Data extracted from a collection
*** Begin section ***

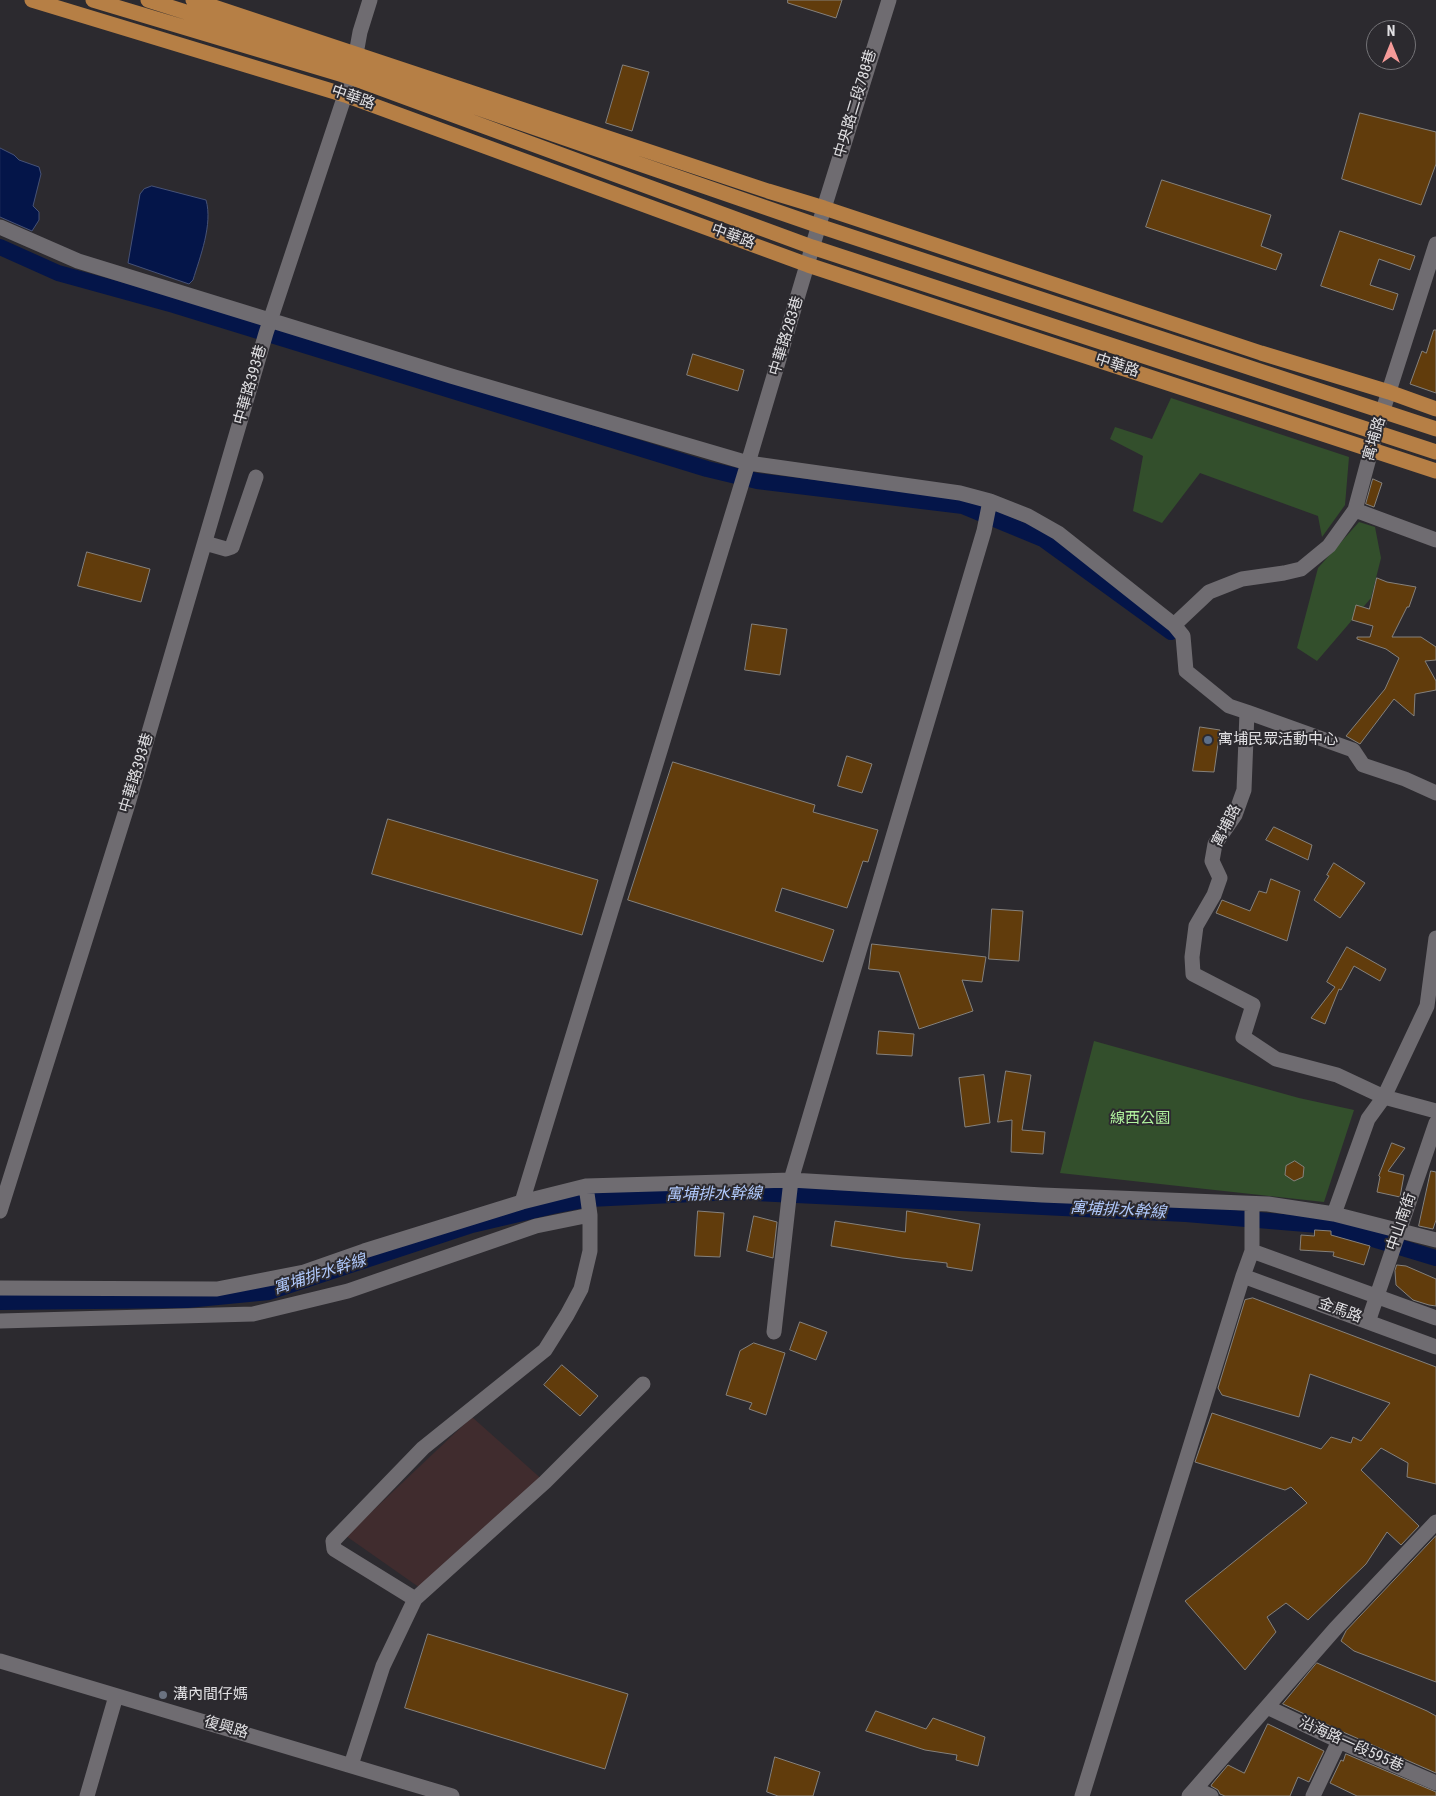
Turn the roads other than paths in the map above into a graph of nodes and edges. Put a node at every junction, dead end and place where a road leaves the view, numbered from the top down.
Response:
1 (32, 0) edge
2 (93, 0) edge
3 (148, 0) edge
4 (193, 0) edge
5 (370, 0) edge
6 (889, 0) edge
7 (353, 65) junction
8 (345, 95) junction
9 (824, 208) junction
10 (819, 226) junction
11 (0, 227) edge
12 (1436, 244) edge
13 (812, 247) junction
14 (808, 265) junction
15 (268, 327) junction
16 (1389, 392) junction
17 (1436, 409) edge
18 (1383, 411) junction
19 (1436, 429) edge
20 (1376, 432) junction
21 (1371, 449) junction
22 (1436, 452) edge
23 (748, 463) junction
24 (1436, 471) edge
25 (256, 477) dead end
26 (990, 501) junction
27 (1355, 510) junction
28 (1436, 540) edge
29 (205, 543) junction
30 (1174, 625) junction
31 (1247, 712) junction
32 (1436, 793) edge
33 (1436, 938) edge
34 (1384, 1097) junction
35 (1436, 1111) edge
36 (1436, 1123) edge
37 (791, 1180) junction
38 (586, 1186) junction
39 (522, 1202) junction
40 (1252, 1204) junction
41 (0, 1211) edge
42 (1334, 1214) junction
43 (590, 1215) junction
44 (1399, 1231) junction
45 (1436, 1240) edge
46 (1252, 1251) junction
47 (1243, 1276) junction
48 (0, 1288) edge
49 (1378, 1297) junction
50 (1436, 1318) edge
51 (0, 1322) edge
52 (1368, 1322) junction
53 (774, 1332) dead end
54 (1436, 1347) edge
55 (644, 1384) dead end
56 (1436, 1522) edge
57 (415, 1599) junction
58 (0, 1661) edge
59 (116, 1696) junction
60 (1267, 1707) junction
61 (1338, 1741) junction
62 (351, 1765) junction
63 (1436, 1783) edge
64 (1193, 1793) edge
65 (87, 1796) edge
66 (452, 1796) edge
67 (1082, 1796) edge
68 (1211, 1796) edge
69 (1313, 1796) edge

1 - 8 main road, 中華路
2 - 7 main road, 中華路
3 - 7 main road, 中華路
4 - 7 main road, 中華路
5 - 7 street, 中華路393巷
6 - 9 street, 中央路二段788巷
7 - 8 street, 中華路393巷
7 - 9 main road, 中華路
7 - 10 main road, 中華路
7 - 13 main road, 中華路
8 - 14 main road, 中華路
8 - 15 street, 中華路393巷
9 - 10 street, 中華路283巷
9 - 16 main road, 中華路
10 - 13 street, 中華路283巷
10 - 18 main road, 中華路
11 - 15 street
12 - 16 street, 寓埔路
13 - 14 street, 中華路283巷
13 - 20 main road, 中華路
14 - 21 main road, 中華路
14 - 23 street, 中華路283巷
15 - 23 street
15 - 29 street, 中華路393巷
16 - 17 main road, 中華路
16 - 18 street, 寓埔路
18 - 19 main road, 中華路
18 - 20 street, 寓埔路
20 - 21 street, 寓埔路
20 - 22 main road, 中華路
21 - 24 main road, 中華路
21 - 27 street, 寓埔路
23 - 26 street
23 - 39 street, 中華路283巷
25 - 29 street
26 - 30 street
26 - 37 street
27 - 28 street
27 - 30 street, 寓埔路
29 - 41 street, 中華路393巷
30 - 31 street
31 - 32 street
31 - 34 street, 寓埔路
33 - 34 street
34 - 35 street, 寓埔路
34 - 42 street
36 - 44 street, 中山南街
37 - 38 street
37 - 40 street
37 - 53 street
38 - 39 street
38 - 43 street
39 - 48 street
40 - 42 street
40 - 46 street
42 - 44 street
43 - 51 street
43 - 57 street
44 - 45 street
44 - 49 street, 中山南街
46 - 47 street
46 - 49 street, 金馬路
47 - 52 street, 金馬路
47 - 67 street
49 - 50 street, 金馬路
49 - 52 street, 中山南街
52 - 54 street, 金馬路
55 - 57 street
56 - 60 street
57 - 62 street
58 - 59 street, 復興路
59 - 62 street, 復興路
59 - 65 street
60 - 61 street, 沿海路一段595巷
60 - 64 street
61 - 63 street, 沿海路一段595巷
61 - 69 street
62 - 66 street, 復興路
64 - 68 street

*** End section ***

## [TASK OBJECTIVE]
Supply only the count of lines above holding "dead".

## [RESPONSE TO THIS TASK]
4